— PROBLEM REQUIREMENTS —
Show each line in the listing below that contains the word "Parker".

┌────────

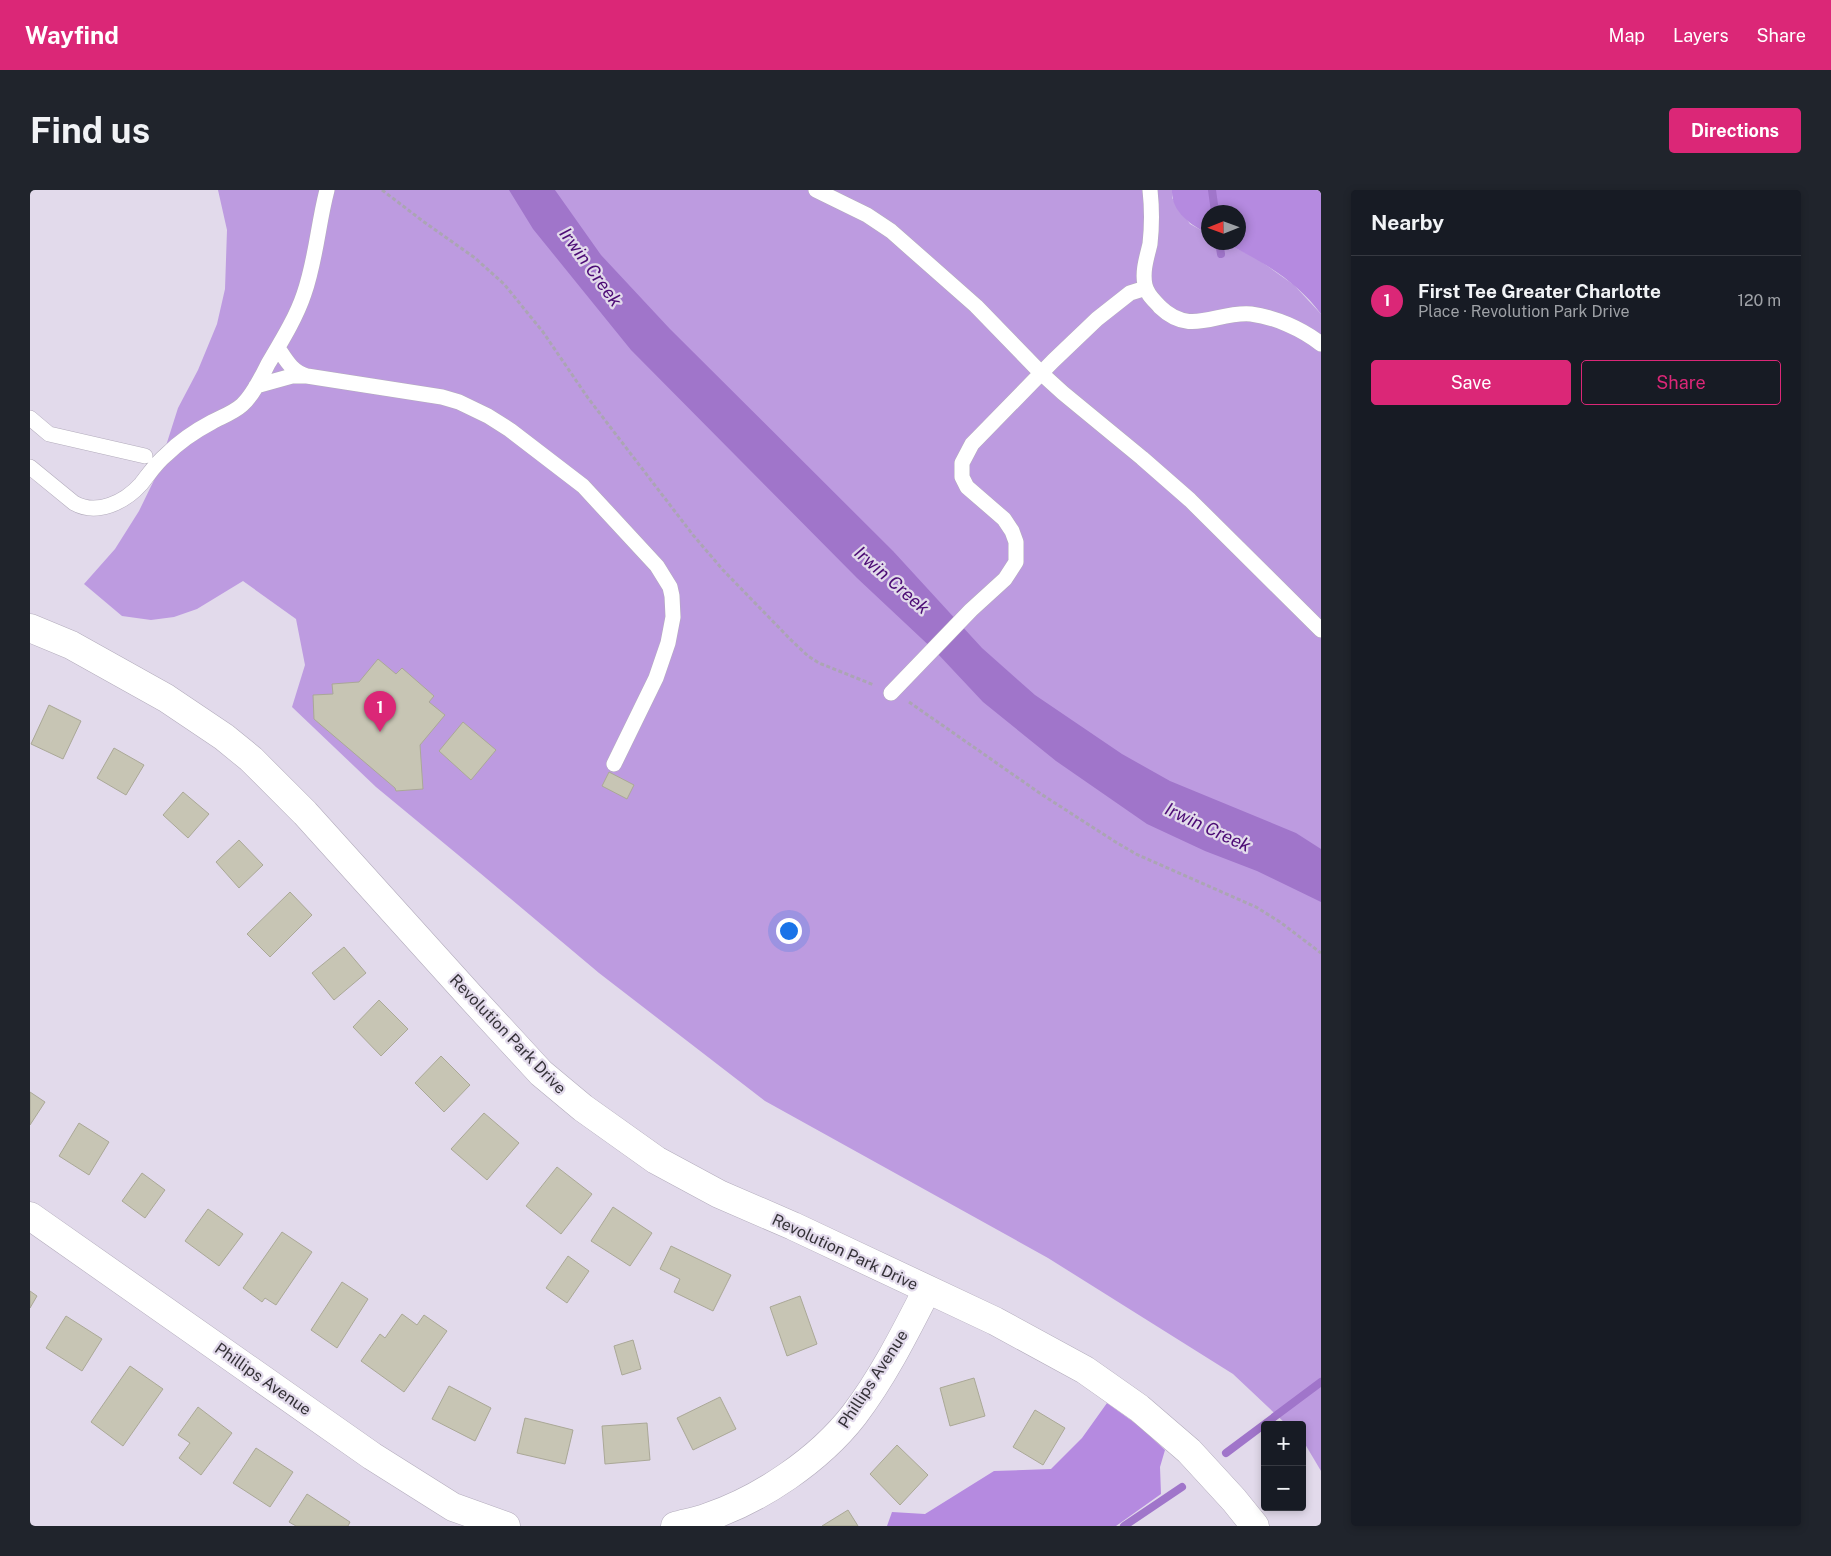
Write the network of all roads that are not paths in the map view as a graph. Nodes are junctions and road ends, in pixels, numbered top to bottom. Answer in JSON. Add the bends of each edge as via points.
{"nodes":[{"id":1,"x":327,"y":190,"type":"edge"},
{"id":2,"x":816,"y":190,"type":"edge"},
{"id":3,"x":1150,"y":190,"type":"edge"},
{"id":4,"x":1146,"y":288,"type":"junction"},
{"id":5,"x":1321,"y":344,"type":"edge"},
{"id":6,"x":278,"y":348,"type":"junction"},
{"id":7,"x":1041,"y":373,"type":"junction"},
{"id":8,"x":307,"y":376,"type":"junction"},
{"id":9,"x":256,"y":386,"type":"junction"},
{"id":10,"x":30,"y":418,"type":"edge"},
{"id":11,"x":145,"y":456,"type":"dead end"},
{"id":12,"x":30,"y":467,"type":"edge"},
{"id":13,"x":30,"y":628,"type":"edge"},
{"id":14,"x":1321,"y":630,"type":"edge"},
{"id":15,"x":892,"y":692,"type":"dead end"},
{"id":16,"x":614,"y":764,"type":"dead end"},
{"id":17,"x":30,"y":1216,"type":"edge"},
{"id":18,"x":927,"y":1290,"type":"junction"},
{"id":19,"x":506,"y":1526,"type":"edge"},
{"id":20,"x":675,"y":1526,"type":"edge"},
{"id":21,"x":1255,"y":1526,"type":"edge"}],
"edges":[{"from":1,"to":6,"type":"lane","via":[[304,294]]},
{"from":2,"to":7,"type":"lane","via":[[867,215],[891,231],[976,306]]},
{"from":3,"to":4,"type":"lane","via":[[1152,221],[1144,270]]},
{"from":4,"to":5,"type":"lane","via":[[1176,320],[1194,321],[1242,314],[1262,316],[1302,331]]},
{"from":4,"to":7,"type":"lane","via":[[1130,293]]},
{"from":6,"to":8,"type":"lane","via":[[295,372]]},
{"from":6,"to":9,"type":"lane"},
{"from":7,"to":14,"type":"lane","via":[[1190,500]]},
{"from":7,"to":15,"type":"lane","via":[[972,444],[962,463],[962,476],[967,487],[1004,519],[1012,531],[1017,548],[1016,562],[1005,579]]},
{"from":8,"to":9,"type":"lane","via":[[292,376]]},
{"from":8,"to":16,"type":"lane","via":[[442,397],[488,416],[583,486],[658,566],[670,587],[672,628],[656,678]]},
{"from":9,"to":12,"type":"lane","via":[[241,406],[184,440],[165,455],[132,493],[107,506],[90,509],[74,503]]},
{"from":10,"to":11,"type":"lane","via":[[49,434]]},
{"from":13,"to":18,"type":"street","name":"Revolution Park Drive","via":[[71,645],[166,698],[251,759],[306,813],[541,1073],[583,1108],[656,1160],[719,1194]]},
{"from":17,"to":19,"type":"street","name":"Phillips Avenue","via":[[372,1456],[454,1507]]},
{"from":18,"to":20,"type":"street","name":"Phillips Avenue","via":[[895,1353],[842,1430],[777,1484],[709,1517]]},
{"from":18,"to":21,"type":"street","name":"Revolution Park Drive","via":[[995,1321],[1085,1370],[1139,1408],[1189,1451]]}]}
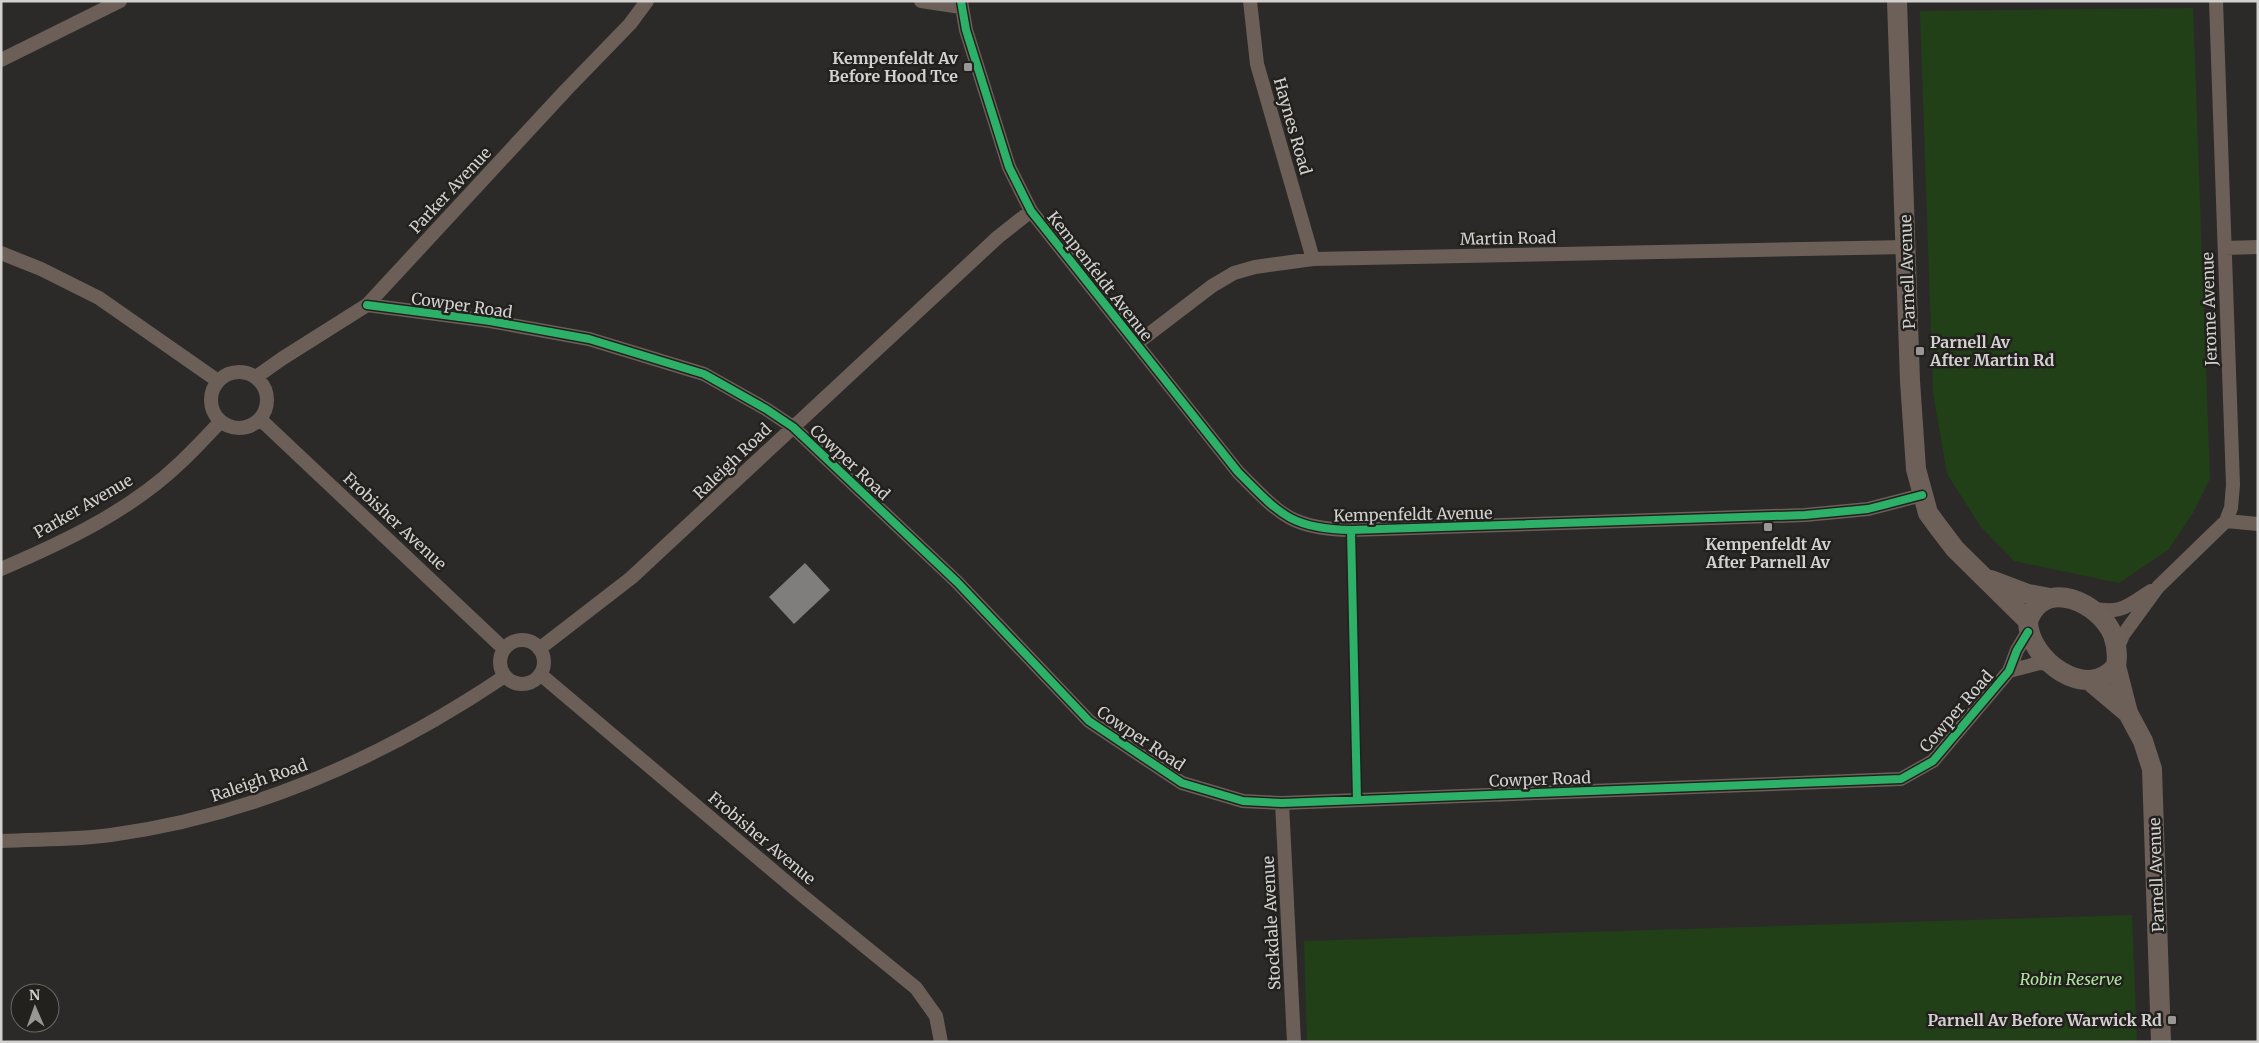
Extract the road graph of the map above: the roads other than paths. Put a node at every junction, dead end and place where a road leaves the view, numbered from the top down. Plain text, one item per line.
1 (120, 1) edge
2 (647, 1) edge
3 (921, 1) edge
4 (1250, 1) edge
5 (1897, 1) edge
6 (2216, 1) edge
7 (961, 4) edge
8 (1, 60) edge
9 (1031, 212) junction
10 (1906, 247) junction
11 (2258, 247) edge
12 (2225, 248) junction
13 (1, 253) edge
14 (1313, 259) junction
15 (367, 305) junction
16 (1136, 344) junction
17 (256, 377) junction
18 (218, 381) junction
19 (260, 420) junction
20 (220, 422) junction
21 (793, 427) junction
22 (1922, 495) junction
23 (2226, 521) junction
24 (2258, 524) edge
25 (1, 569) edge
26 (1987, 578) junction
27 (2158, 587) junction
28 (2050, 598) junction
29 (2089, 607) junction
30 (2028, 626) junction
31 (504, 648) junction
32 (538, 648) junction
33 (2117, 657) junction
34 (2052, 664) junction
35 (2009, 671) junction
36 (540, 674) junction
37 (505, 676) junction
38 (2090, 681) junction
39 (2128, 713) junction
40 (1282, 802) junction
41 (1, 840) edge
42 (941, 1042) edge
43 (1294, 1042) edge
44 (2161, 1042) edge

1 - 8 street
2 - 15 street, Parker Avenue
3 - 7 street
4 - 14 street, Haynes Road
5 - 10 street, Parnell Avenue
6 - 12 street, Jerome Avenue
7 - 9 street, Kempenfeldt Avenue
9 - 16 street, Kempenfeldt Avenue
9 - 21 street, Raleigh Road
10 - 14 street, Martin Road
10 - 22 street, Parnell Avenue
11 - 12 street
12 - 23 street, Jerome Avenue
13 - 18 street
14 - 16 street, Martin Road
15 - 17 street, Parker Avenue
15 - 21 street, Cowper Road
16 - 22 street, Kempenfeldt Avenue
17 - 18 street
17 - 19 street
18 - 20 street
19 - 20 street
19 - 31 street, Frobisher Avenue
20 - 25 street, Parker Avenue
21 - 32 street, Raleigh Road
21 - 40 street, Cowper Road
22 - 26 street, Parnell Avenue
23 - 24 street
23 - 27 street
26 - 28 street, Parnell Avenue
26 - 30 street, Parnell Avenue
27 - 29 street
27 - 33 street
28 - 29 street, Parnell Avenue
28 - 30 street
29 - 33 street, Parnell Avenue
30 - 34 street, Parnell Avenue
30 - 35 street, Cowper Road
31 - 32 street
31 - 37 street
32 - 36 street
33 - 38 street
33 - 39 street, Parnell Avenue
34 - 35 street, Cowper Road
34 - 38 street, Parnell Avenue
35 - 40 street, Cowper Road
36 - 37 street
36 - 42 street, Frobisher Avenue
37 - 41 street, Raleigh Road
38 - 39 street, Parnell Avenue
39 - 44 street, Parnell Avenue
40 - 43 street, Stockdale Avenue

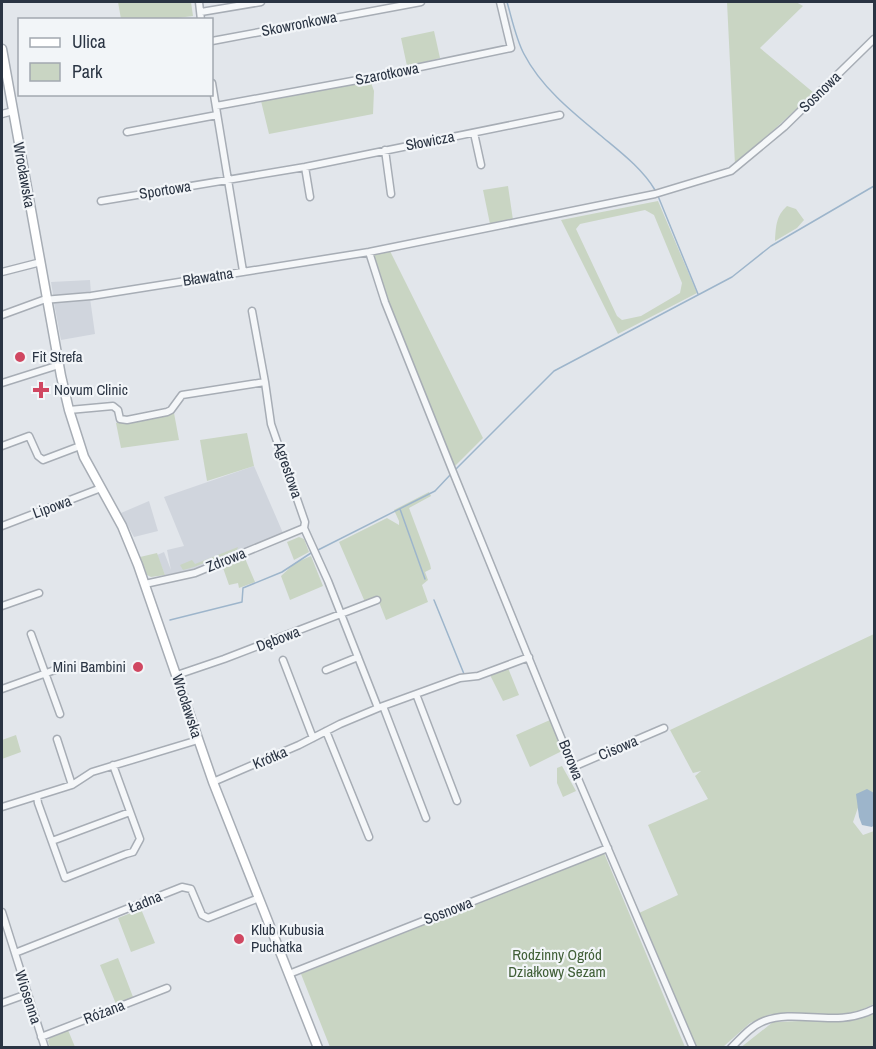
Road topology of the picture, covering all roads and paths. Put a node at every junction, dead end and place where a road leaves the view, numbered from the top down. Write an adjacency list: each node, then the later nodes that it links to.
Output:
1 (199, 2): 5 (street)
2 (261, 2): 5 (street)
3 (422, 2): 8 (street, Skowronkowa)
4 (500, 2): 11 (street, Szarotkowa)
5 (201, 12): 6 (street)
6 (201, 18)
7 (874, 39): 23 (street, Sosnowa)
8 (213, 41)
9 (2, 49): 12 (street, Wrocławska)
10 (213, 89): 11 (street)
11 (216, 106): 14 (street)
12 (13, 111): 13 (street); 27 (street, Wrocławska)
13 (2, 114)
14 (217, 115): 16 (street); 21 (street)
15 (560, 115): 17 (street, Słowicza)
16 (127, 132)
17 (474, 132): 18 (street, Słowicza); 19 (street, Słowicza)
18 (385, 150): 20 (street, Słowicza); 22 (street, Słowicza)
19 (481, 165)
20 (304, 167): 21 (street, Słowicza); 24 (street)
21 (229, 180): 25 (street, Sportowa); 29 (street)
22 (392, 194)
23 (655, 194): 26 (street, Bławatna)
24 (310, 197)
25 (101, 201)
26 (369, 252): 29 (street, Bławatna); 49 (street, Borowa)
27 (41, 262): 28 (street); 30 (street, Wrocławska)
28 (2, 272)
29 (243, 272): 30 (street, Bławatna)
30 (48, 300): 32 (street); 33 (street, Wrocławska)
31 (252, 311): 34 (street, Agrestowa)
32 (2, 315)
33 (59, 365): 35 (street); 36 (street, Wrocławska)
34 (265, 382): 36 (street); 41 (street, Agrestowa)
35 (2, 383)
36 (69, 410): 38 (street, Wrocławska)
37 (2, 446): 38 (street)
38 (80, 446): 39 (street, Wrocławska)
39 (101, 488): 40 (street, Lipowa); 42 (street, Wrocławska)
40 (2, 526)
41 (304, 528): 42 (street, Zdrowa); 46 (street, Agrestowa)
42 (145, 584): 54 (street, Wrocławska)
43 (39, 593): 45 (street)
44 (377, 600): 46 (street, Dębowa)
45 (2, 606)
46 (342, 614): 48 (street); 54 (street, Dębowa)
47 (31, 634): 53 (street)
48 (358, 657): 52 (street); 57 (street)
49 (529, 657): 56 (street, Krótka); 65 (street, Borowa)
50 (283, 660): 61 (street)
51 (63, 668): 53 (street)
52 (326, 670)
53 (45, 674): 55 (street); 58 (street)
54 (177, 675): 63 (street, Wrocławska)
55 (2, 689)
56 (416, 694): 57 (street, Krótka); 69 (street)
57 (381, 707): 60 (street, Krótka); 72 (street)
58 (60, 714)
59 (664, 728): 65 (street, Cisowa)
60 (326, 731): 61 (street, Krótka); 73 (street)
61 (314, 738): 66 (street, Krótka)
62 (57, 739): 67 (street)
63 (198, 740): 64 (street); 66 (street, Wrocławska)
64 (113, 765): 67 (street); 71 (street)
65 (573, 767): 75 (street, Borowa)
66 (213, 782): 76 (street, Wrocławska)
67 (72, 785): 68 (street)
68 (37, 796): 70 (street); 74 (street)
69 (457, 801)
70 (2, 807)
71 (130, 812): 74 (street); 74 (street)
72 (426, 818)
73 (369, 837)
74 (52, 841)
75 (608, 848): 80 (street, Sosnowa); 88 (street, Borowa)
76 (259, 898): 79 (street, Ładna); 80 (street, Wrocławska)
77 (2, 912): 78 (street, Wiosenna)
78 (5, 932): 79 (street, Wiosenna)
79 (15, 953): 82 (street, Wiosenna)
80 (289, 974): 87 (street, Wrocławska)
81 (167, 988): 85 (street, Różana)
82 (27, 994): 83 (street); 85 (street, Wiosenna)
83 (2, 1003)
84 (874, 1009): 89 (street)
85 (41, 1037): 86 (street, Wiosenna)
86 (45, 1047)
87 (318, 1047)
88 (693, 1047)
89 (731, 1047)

└────────

— RESULT BELOW —
2 - 15 street, Parker Avenue
15 - 17 street, Parker Avenue
20 - 25 street, Parker Avenue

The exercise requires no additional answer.